Write every record out again exactly as shown below.

[Collected data]
______________________________
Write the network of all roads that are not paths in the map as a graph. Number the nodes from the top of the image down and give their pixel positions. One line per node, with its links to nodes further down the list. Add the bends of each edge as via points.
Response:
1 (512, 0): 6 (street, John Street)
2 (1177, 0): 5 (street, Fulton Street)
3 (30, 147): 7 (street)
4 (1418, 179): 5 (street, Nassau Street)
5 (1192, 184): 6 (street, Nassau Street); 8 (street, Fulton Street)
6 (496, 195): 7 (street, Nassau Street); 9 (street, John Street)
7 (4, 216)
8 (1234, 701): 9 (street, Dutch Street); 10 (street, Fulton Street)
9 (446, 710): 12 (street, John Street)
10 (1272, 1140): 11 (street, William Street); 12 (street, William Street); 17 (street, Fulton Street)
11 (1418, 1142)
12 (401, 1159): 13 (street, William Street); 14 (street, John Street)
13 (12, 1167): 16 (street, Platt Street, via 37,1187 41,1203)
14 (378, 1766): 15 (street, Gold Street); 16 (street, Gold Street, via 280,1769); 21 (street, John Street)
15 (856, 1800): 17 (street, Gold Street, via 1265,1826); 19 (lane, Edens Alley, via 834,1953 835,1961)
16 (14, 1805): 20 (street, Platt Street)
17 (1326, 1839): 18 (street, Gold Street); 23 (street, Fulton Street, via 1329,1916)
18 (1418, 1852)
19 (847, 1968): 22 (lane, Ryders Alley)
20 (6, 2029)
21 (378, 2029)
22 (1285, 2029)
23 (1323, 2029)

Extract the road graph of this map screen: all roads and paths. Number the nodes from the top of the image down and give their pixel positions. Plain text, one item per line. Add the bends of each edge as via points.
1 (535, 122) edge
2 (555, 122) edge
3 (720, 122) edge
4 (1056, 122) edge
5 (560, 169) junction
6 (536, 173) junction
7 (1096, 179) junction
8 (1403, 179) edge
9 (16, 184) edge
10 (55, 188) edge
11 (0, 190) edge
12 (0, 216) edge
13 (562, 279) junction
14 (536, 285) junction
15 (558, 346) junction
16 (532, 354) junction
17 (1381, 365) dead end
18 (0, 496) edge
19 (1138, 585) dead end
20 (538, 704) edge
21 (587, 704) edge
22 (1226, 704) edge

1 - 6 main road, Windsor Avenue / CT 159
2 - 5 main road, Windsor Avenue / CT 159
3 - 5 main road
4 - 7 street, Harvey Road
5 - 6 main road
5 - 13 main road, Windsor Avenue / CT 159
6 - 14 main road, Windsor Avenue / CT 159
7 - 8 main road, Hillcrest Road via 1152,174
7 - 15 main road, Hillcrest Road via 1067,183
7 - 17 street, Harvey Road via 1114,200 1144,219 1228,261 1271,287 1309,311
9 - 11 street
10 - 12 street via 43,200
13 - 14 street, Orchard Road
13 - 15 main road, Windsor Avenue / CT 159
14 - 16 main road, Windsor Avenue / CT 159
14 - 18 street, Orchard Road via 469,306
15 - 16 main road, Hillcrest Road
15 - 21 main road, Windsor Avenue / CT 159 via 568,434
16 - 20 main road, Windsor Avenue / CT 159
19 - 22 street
______________________________
• **ANSWER TO THE EXERCISE**
Write the network of all roads that are not paths in the map as a graph. Number the nodes from the top of the image down and give their pixel positions. One line per node, with its links to nodes further down the list. Add the bends of each edge as via points.
Response:
1 (512, 0): 6 (street, John Street)
2 (1177, 0): 5 (street, Fulton Street)
3 (30, 147): 7 (street)
4 (1418, 179): 5 (street, Nassau Street)
5 (1192, 184): 6 (street, Nassau Street); 8 (street, Fulton Street)
6 (496, 195): 7 (street, Nassau Street); 9 (street, John Street)
7 (4, 216)
8 (1234, 701): 9 (street, Dutch Street); 10 (street, Fulton Street)
9 (446, 710): 12 (street, John Street)
10 (1272, 1140): 11 (street, William Street); 12 (street, William Street); 17 (street, Fulton Street)
11 (1418, 1142)
12 (401, 1159): 13 (street, William Street); 14 (street, John Street)
13 (12, 1167): 16 (street, Platt Street, via 37,1187 41,1203)
14 (378, 1766): 15 (street, Gold Street); 16 (street, Gold Street, via 280,1769); 21 (street, John Street)
15 (856, 1800): 17 (street, Gold Street, via 1265,1826); 19 (lane, Edens Alley, via 834,1953 835,1961)
16 (14, 1805): 20 (street, Platt Street)
17 (1326, 1839): 18 (street, Gold Street); 23 (street, Fulton Street, via 1329,1916)
18 (1418, 1852)
19 (847, 1968): 22 (lane, Ryders Alley)
20 (6, 2029)
21 (378, 2029)
22 (1285, 2029)
23 (1323, 2029)

Extract the road graph of this map screen: all roads and paths. Number the nodes from the top of the image down and give their pixel positions. Plain text, one item per line. Add the bends of each edge as via points.
1 (535, 122) edge
2 (555, 122) edge
3 (720, 122) edge
4 (1056, 122) edge
5 (560, 169) junction
6 (536, 173) junction
7 (1096, 179) junction
8 (1403, 179) edge
9 (16, 184) edge
10 (55, 188) edge
11 (0, 190) edge
12 (0, 216) edge
13 (562, 279) junction
14 (536, 285) junction
15 (558, 346) junction
16 (532, 354) junction
17 (1381, 365) dead end
18 (0, 496) edge
19 (1138, 585) dead end
20 (538, 704) edge
21 (587, 704) edge
22 (1226, 704) edge

1 - 6 main road, Windsor Avenue / CT 159
2 - 5 main road, Windsor Avenue / CT 159
3 - 5 main road
4 - 7 street, Harvey Road
5 - 6 main road
5 - 13 main road, Windsor Avenue / CT 159
6 - 14 main road, Windsor Avenue / CT 159
7 - 8 main road, Hillcrest Road via 1152,174
7 - 15 main road, Hillcrest Road via 1067,183
7 - 17 street, Harvey Road via 1114,200 1144,219 1228,261 1271,287 1309,311
9 - 11 street
10 - 12 street via 43,200
13 - 14 street, Orchard Road
13 - 15 main road, Windsor Avenue / CT 159
14 - 16 main road, Windsor Avenue / CT 159
14 - 18 street, Orchard Road via 469,306
15 - 16 main road, Hillcrest Road
15 - 21 main road, Windsor Avenue / CT 159 via 568,434
16 - 20 main road, Windsor Avenue / CT 159
19 - 22 street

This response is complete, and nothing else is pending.